- [Work to complete] From the records below, copy each line that has the word "dead" in it.

======

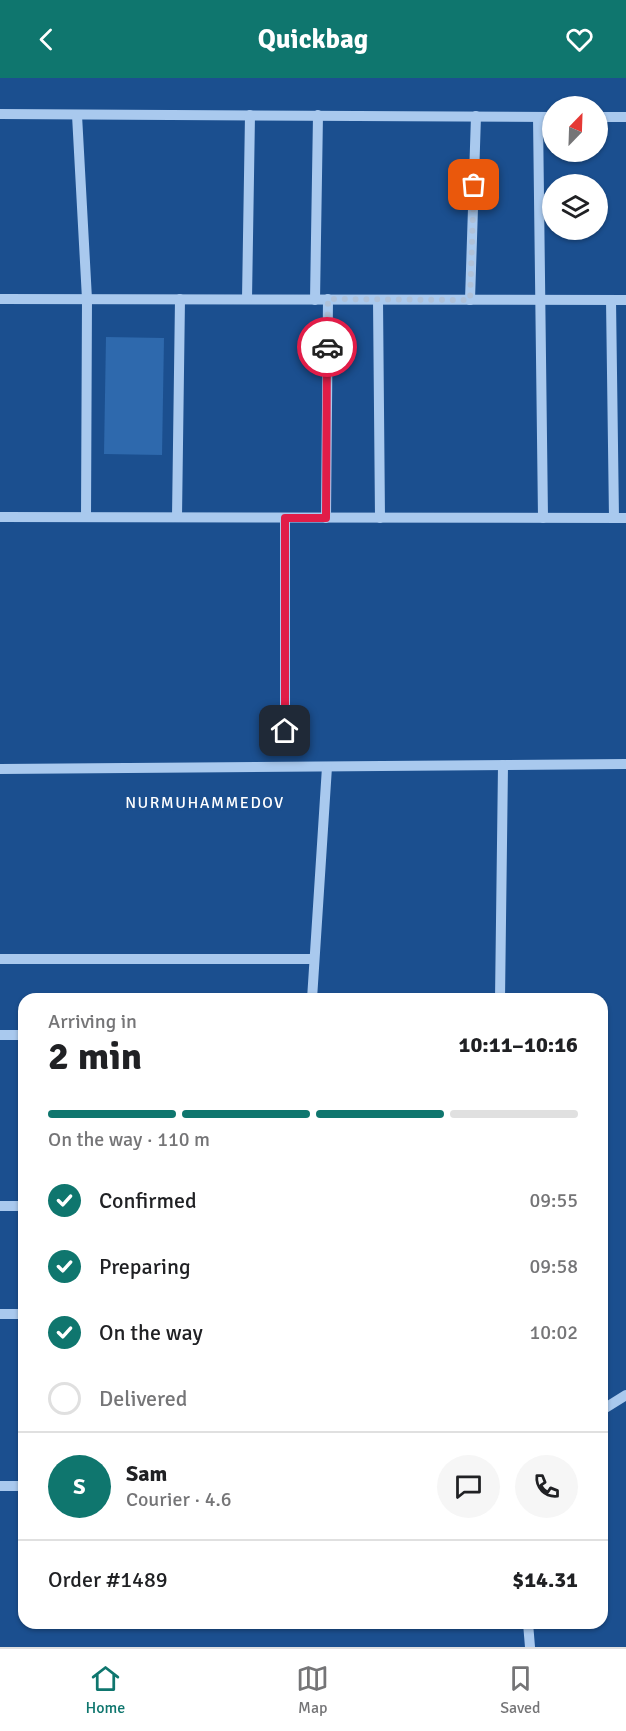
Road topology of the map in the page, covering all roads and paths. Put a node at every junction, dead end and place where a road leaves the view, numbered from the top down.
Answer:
1 (0, 114) edge
2 (77, 115) junction
3 (250, 115) junction
4 (318, 115) junction
5 (476, 116) junction
6 (538, 117) junction
7 (542, 117) edge
8 (608, 117) edge
9 (626, 117) edge
10 (0, 299) edge
11 (87, 299) junction
12 (180, 299) junction
13 (328, 299) junction
14 (247, 300) junction
15 (315, 300) junction
16 (378, 300) junction
17 (470, 300) junction
18 (610, 300) junction
19 (626, 300) edge
20 (540, 301) junction
21 (0, 517) edge
22 (86, 517) junction
23 (177, 517) junction
24 (285, 518) junction
25 (326, 518) junction
26 (380, 518) junction
27 (543, 518) junction
28 (614, 518) junction
29 (626, 518) edge
30 (285, 731) dead end
31 (626, 764) edge
32 (503, 765) junction
33 (327, 767) junction
34 (0, 769) edge
35 (0, 959) edge
36 (314, 959) junction
37 (312, 993) edge
38 (500, 993) edge
39 (0, 1035) edge
40 (18, 1035) edge
41 (0, 1206) edge
42 (18, 1206) edge
43 (0, 1314) edge
44 (18, 1314) edge
45 (626, 1395) edge
46 (608, 1406) edge
47 (0, 1486) edge
48 (18, 1486) edge
49 (528, 1629) edge
50 (530, 1647) edge

1 - 2 street
2 - 3 street
2 - 11 street
3 - 4 street
3 - 14 street
4 - 5 street
4 - 15 street
5 - 6 street
5 - 17 street
6 - 7 street
6 - 20 street
8 - 9 street
10 - 11 street
11 - 12 street
11 - 22 street
12 - 14 street
12 - 23 street
13 - 15 street
13 - 16 street
13 - 25 street
14 - 15 street
16 - 17 street
16 - 26 street
17 - 20 street
18 - 19 street
18 - 20 street
18 - 28 street
20 - 27 street
21 - 22 street
22 - 23 street
23 - 24 street
24 - 25 street
24 - 30 street
25 - 26 street
26 - 27 street
27 - 28 street
28 - 29 street
31 - 32 street
32 - 33 street
32 - 38 street
33 - 34 street
33 - 36 street
35 - 36 street
36 - 37 street
39 - 40 street
41 - 42 street
43 - 44 street
45 - 46 street
47 - 48 street
49 - 50 street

======

- [Written answer]
Road topology of the map in the page, covering all roads and paths. Put a node at every junction, dead end and place where a road leaves the view, numbered from the top down.
30 (285, 731) dead end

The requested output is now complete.